Tais aspectos somam-se ao fato de que as narrativas, que são fundamentais para encontrarmos sentido em um mundo caótico, desenvolvem-se em contextos sociais nos quais os valores compartilhados por determinadas comunidades – como a dos economistas, especialmente a dos economistas financeiros, no caso das projeções econômicas de índices importantes – são determinantes[4].

Daí por que a falta de diversidade entre os economistas que são consultados para a elaboração de tais prognoses pode gerar uma indevida – e irreal – convergência de resultados, simplesmente porque, em razão dos valores compartilhados, estes partiram de premissas idênticas ou semelhantes – que podem ser equivocadas –ou ignoraram determinadas variáveis.

A utilização de modelos matemáticos, estatísticos e econométricos para a realização de prognoses não afasta as conclusões anteriores, até porque os modelos são criados e alimentados com base em dados e critérios que, por sua vez, dependem das percepções pessoais dos seus idealizadores. Acresce que, como também já tive oportunidade de abordar em colunas anteriores, os modelos econômicos também podem ser vistos como grandes narrativas, o que afasta a sua suposta objetividade e neutralidade[5].

Fato é que, em um mundo incerto, fazer previsões sobre fenômenos econômicos complexos, sujeitos a muitas variáveis em constante modificação, é tarefa difícil ou mesmo impossível. Não é sem razão que a clássica obra de Philip Tetlock e Dan Gardner[6] já demonstrou o quanto especialistas tendem a cometer grandes erros em suas previsões, especialmente quando tentam sair do curto prazo e se aventuram no médio e no longo prazo.

Logo, o problema das predições sobre assuntos humanos complexos, como sintetiza Kahneman[7], não é propriamente a falibilidade humana – totalmente previsível nesse caso – mas sim a arrogância dos que se acham capazes para isso e a ignorância dos que confiam acriticamente em tais previsões.

Ainda há, nessa questão, um problema de responsabilidade, tanto para quem faz tais previsões como para quem as considera, especialmente quando o destinatário é o governo. Como tais opiniões influenciam o comportamento econômico e políticas públicas em vários aspectos, podem ter efeitos nefastos para a economia, especialmente quando são equivocadamente pessimistas.

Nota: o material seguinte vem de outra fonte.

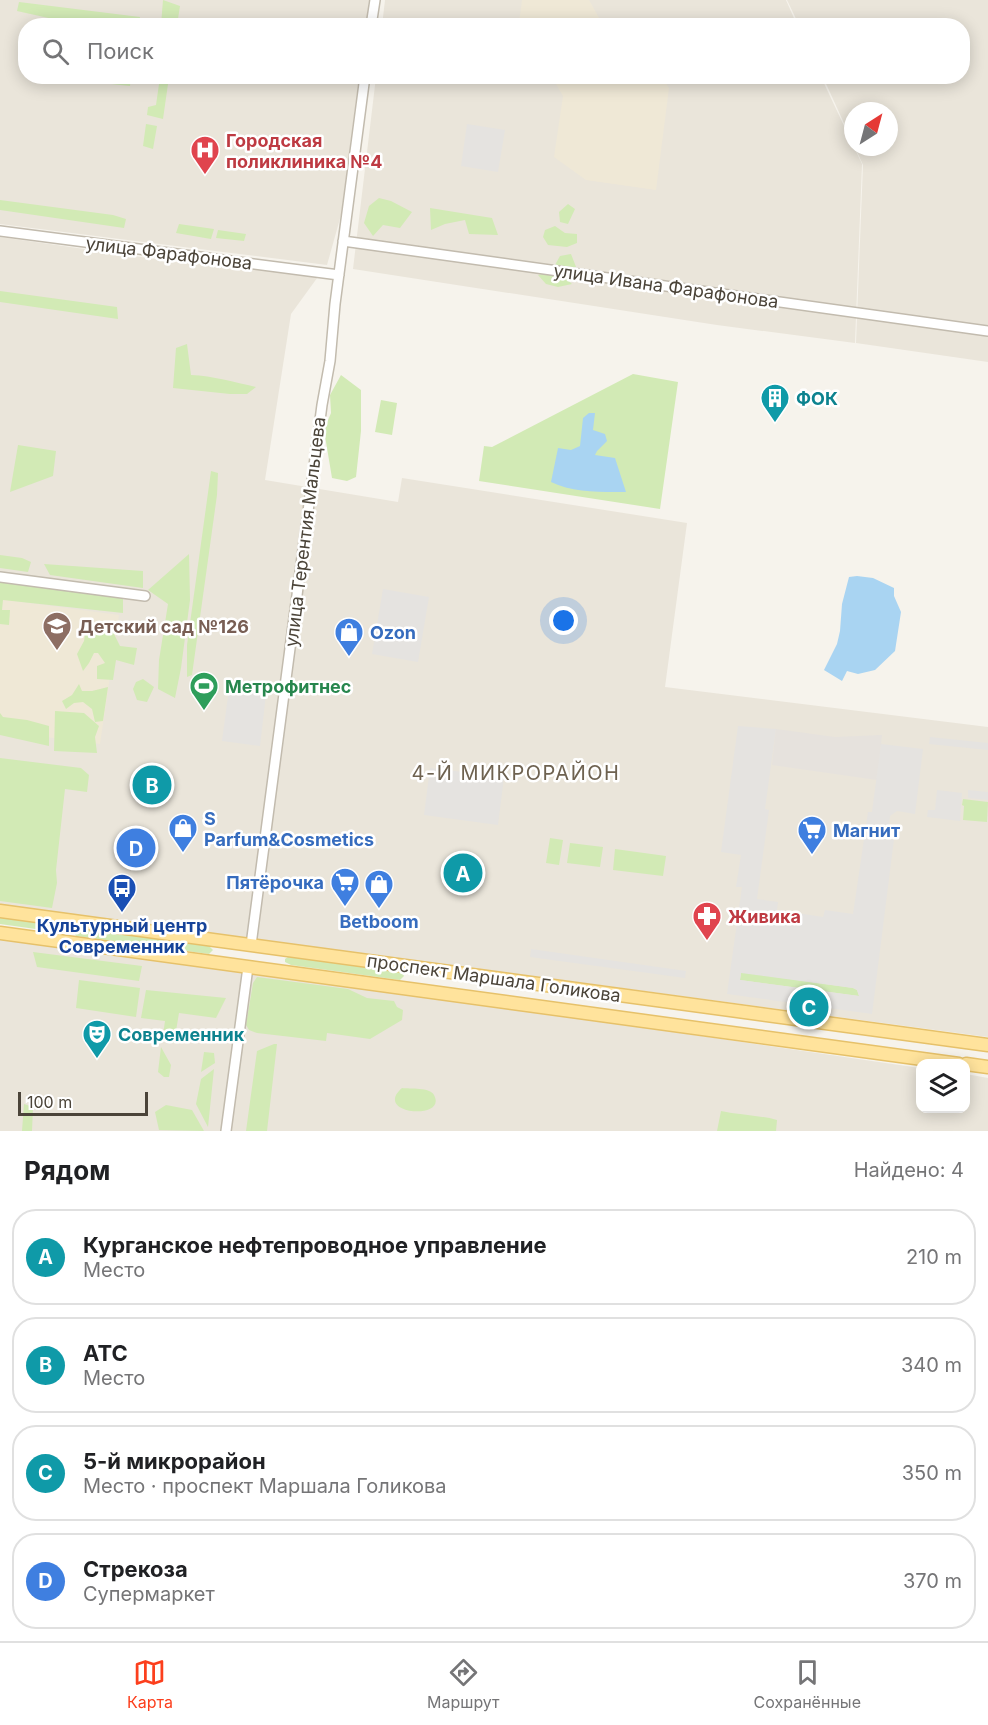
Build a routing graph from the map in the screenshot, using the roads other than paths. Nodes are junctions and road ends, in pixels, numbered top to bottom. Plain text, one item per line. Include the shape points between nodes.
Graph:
1 (375, 0) edge
2 (372, 18) edge
3 (364, 84) edge
4 (0, 231) edge
5 (343, 241) junction
6 (339, 275) junction
7 (988, 331) edge
8 (0, 577) edge
9 (145, 596) dead end
10 (0, 911) edge
11 (65, 920) junction
12 (0, 933) edge
13 (62, 942) junction
14 (251, 945) junction
15 (248, 967) junction
16 (416, 968) junction
17 (547, 985) junction
18 (413, 989) junction
19 (544, 1007) junction
20 (988, 1046) edge
21 (923, 1059) edge
22 (970, 1065) edge
23 (988, 1067) edge
24 (226, 1131) edge

1 - 2 street
3 - 5 street, улица Терентия Мальцева
4 - 6 street, улица Фарафонова
5 - 6 street, улица Терентия Мальцева
5 - 7 street, улица Ивана Фарафонова
6 - 14 street, улица Терентия Мальцева
8 - 9 street
10 - 11 main road, проспект Маршала Голикова
11 - 13 main road
11 - 14 main road, проспект Маршала Голикова
12 - 13 main road, проспект Маршала Голикова
13 - 15 main road, проспект Маршала Голикова
14 - 15 main road, улица Терентия Мальцева
14 - 16 main road, проспект Маршала Голикова
15 - 18 main road, проспект Маршала Голикова
15 - 24 street, улица Терентия Мальцева
16 - 17 main road, проспект Маршала Голикова
16 - 18 main road
17 - 19 main road
17 - 20 main road, проспект Маршала Голикова
18 - 19 main road, проспект Маршала Голикова
19 - 21 main road, проспект Маршала Голикова
22 - 23 main road

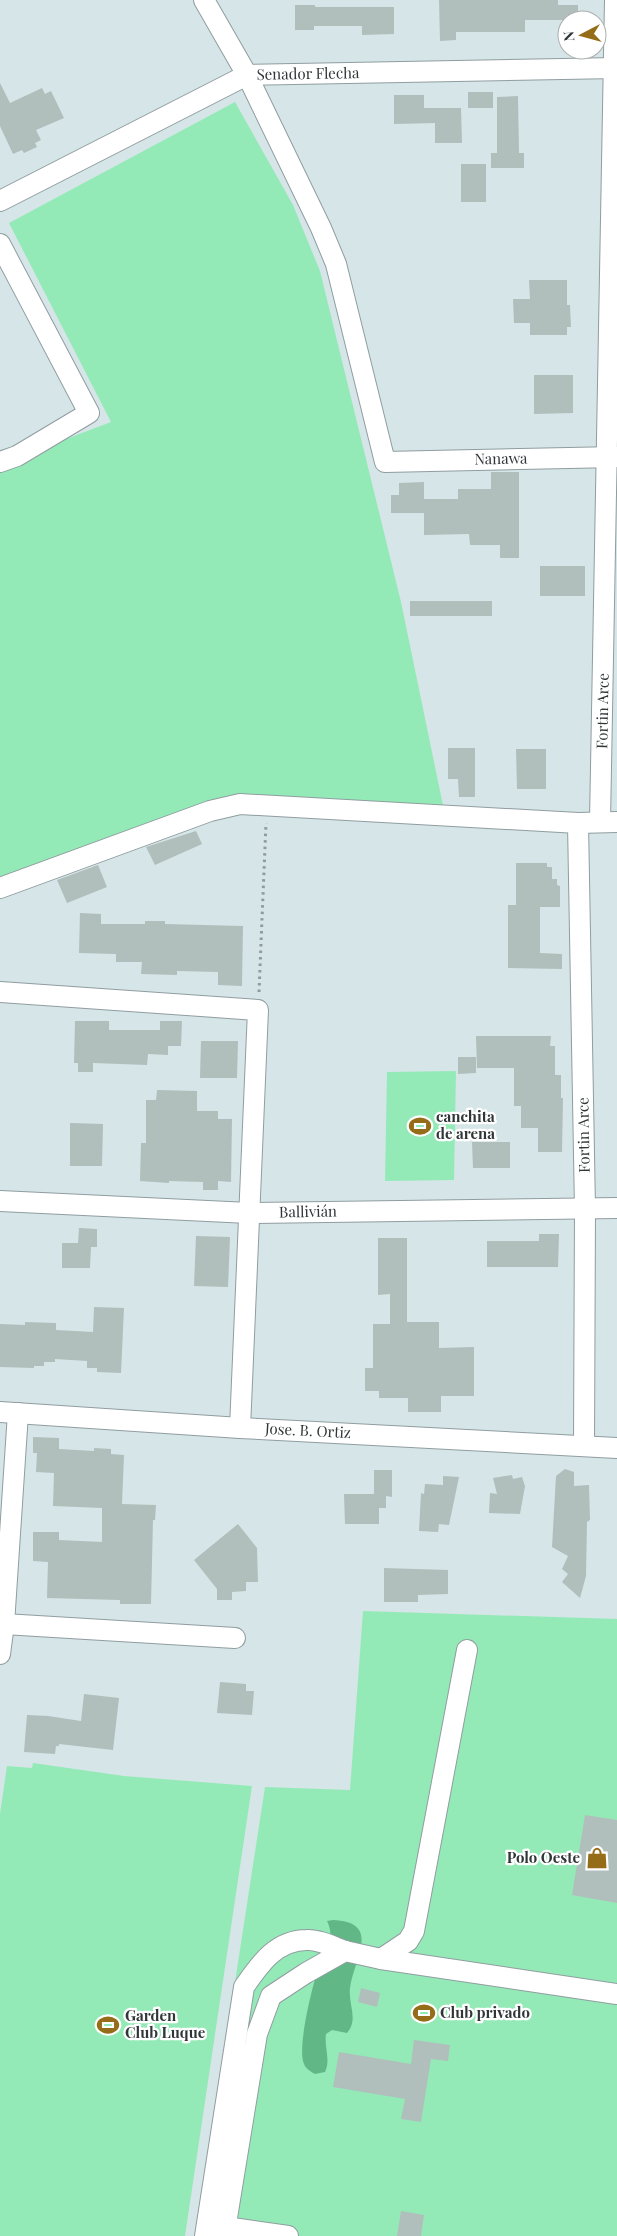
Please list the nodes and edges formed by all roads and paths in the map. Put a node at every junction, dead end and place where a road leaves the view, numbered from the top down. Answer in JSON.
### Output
{"nodes":[{"id":1,"x":204,"y":0,"type":"edge"},
{"id":2,"x":615,"y":0,"type":"edge"},
{"id":3,"x":616,"y":68,"type":"edge"},
{"id":4,"x":247,"y":75,"type":"junction"},
{"id":5,"x":0,"y":201,"type":"edge"},
{"id":6,"x":0,"y":244,"type":"edge"},
{"id":7,"x":612,"y":457,"type":"edge"},
{"id":8,"x":0,"y":462,"type":"edge"},
{"id":9,"x":266,"y":806,"type":"junction"},
{"id":10,"x":609,"y":822,"type":"edge"},
{"id":11,"x":578,"y":823,"type":"junction"},
{"id":12,"x":0,"y":888,"type":"edge"},
{"id":13,"x":0,"y":992,"type":"edge"},
{"id":14,"x":258,"y":1010,"type":"junction"},
{"id":15,"x":0,"y":1201,"type":"edge"},
{"id":16,"x":617,"y":1208,"type":"edge"},
{"id":17,"x":585,"y":1209,"type":"junction"},
{"id":18,"x":249,"y":1213,"type":"junction"},
{"id":19,"x":9,"y":1412,"type":"edge"},
{"id":20,"x":240,"y":1428,"type":"junction"},
{"id":21,"x":584,"y":1446,"type":"junction"},
{"id":22,"x":617,"y":1448,"type":"edge"},
{"id":23,"x":4,"y":1624,"type":"junction"},
{"id":24,"x":234,"y":1638,"type":"dead end"},
{"id":25,"x":467,"y":1650,"type":"dead end"},
{"id":26,"x":0,"y":1654,"type":"edge"},
{"id":27,"x":345,"y":1951,"type":"junction"},
{"id":28,"x":381,"y":1959,"type":"junction"},
{"id":29,"x":617,"y":1994,"type":"edge"},
{"id":30,"x":221,"y":2197,"type":"junction"},
{"id":31,"x":224,"y":2232,"type":"edge"},
{"id":32,"x":205,"y":2236,"type":"edge"},
{"id":33,"x":288,"y":2236,"type":"edge"}],
"edges":[{"from":1,"to":4,"type":"street"},
{"from":2,"to":3,"type":"street","name":"Fortin Arce"},
{"from":3,"to":4,"type":"street","name":"Senador Flecha"},
{"from":3,"to":7,"type":"street","name":"Fortin Arce"},
{"from":4,"to":5,"type":"street","name":"Senador Flecha"},
{"from":4,"to":7,"type":"street","name":"Nanawa"},
{"from":6,"to":8,"type":"street"},
{"from":7,"to":10,"type":"street","name":"Fortin Arce"},
{"from":9,"to":11,"type":"street"},
{"from":9,"to":12,"type":"street"},
{"from":9,"to":14,"type":"path"},
{"from":10,"to":11,"type":"street"},
{"from":11,"to":17,"type":"street","name":"Fortin Arce"},
{"from":13,"to":14,"type":"street"},
{"from":14,"to":18,"type":"street"},
{"from":15,"to":18,"type":"street","name":"Ballivián"},
{"from":16,"to":17,"type":"street","name":"Ballivián"},
{"from":17,"to":18,"type":"street","name":"Ballivián"},
{"from":17,"to":21,"type":"street","name":"Fortin Arce"},
{"from":18,"to":20,"type":"street"},
{"from":19,"to":20,"type":"street","name":"Jose. B. Ortiz"},
{"from":19,"to":23,"type":"street"},
{"from":20,"to":21,"type":"street","name":"Jose. B. Ortiz"},
{"from":21,"to":22,"type":"street","name":"Jose. B. Ortiz"},
{"from":23,"to":24,"type":"street"},
{"from":23,"to":26,"type":"street"},
{"from":25,"to":28,"type":"street"},
{"from":27,"to":28,"type":"street"},
{"from":27,"to":30,"type":"street"},
{"from":27,"to":30,"type":"street"},
{"from":28,"to":29,"type":"street"},
{"from":30,"to":31,"type":"street"},
{"from":30,"to":32,"type":"street"},
{"from":31,"to":33,"type":"street"}]}
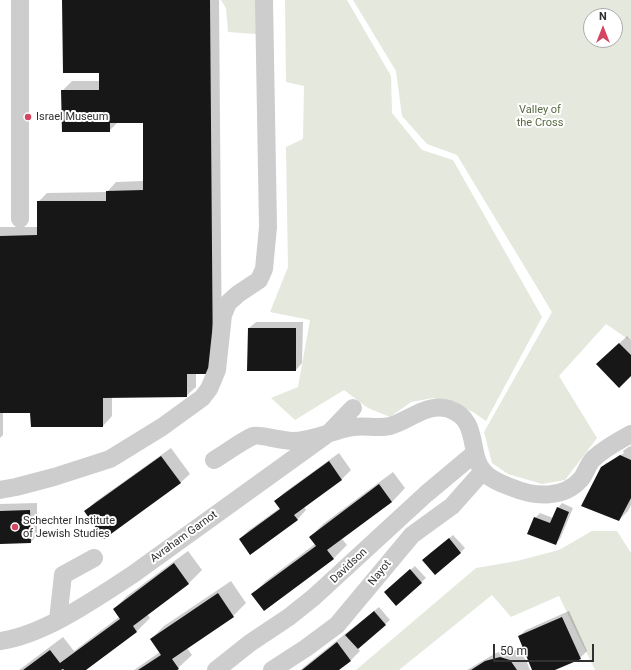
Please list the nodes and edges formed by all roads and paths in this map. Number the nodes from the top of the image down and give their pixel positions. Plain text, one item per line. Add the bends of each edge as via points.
1 (20, 0) edge
2 (264, 0) edge
3 (20, 219) dead end
4 (353, 408) dead end
5 (329, 433) junction
6 (631, 434) edge
7 (475, 453) junction
8 (214, 460) dead end
9 (483, 471) junction
10 (0, 490) edge
11 (94, 558) dead end
12 (58, 620) junction
13 (0, 641) edge
14 (216, 670) edge
15 (272, 670) edge

1 - 3 street
2 - 10 street via 268,227 264,269 260,280 228,303 223,315 217,370 209,389 202,398 162,427 110,459 54,477
4 - 5 street, Avraham Garnot
5 - 7 street via 355,426 384,427 397,424 427,409 448,409 459,414 467,423
5 - 8 street via 292,441 254,436
5 - 12 street, Avraham Garnot via 132,575
6 - 9 street via 609,446 592,460 581,479 570,488 556,494 540,495 519,490 492,479
7 - 9 street
7 - 14 street, Davidson via 426,494 314,597
9 - 15 street, Nayot via 452,506 412,535 337,625
11 - 12 street via 63,575
12 - 13 street, Avraham Garnot via 28,634

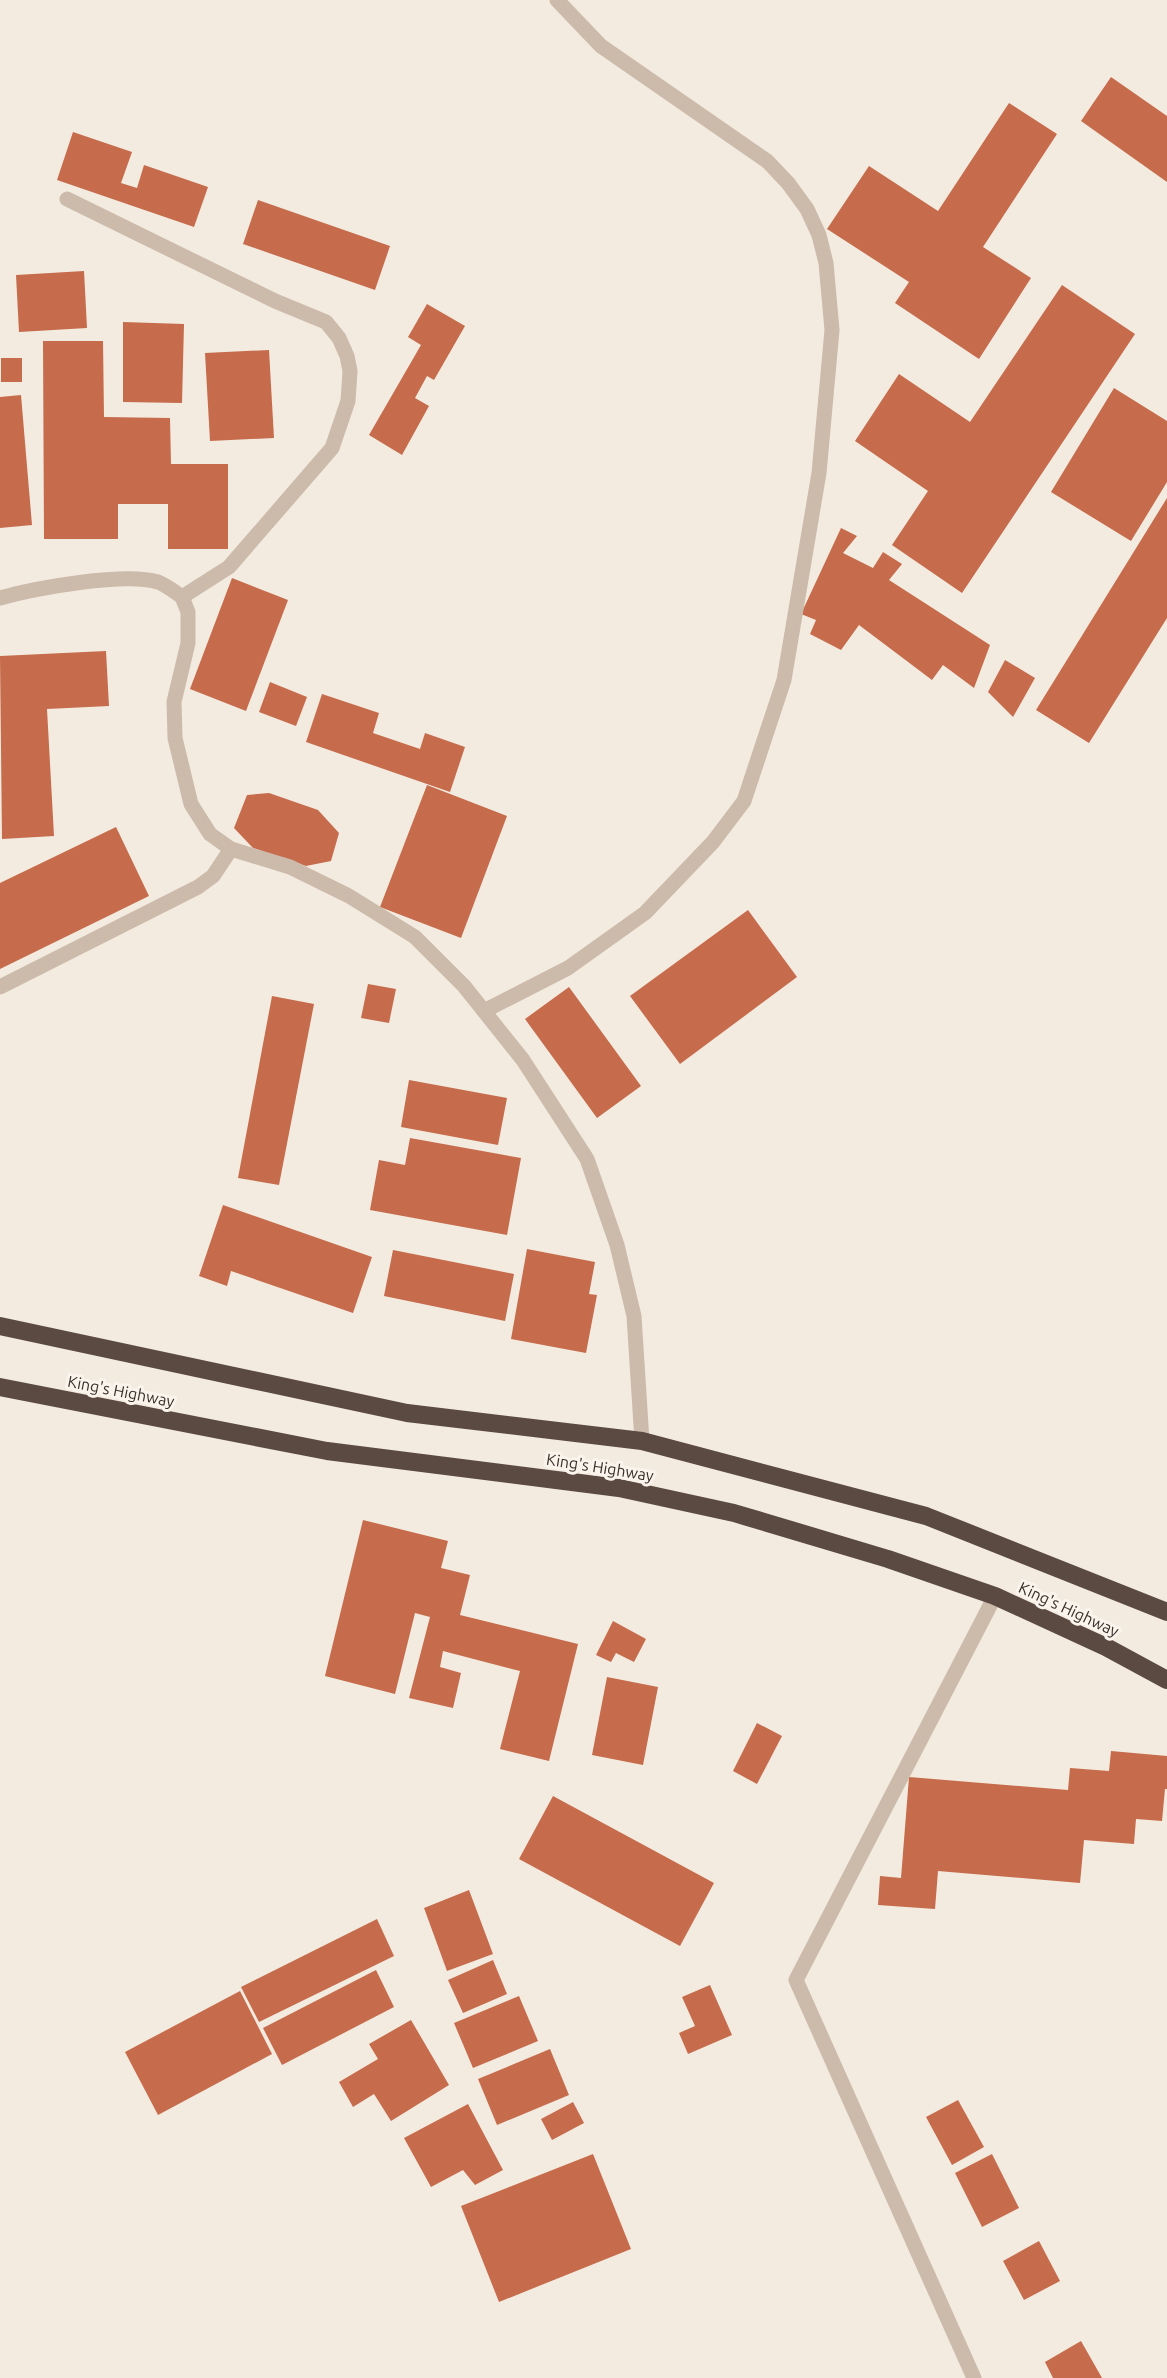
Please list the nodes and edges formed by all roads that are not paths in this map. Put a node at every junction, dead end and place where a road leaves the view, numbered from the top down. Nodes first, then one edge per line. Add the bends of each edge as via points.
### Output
1 (556, 0) edge
2 (67, 200) dead end
3 (182, 597) junction
4 (0, 598) edge
5 (231, 849) junction
6 (0, 987) edge
7 (484, 1011) junction
8 (0, 1326) edge
9 (0, 1387) edge
10 (642, 1441) junction
11 (995, 1596) junction
12 (1167, 1612) edge
13 (1167, 1680) edge
14 (974, 2378) edge

1 - 7 street via 601,46 767,161 789,183 819,235 826,263 832,330 819,473 784,680 744,801 713,842 645,913 568,968
2 - 3 street via 326,322 347,356 348,401 332,447 229,567
3 - 4 street via 158,582 122,579 37,588
3 - 5 street via 188,612 188,643 174,702 175,738 191,804 210,834
5 - 6 street via 213,876 198,887
5 - 7 street via 300,872 349,896 415,937
7 - 10 street via 523,1060 587,1159 617,1245 634,1316
8 - 10 highway, King's Highway via 407,1413
9 - 11 highway, King's Highway via 327,1451 619,1488 734,1513
10 - 12 highway, King's Highway via 926,1515
11 - 13 highway, King's Highway
11 - 14 street via 796,1980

Não podemos ignorar que, longe de serem meras opiniões, tais análises e prognoses funcionam como poderosos incentivos ou desincentivos para o comportamento econômico, razão pela qual precisam ser consideradas a partir desta perspectiva.


[2] https://economia.uol.com.br/noticias/redacao/2025/01/25/mercado-erra-95-das-previsoes-sobre-economia-e-bolsa.htm 

[3] FRAZÃO, Ana. Jota. https://www.jota.info/opiniao-e-analise/colunas/constituicao-empresa-e-mercado/economistas-e-o-mito-da-neutralidade-da-economia-16112022; https://www.jota.info/opiniao-e-analise/colunas/constituicao-empresa-e-mercado/economia-como-um-sistema-de-crencas-14122022; https://www.jota.info/opiniao-e-analise/colunas/constituicao-empresa-e-mercado/economia-e-ideologia-09112022 

[4] FRAZÃO, Ana. Jota. https://www.jota.info/opiniao-e-analise/colunas/constituicao-empresa-e-mercado/por-que-o-mercado-anda-nervoso-com-as-recentes-declaracoes-de-lula-30112022; https://www.jota.info/opiniao-e-analise/colunas/constituicao-empresa-e-mercado/ainda-sobre-a-reacao-do-mercado-as-declaracoes-de-lula-07122022.

[5] FRAZÃO, Ana. Jota. https://www.jota.info/opiniao-e-analise/colunas/constituicao-empresa-e-mercado/a-seducao-e-o-risco-da-quantificacao-27092023https://www.jota.info/opiniao-e-analise/colunas/constituicao-empresa-e-mercado/em-que-medida-podemos-tomar-decisoes-baseadas-em-modelos-matematicos-05042023 

[6] TETLOCK, Philip; GARDNER, Dan. Superforecasting: The Art and Science of Prediction, Crown, 2016.

[7] KAHNEMAN, Daniel. Rápido e Devagar: duas formas de pensar, Objetiva, 2012.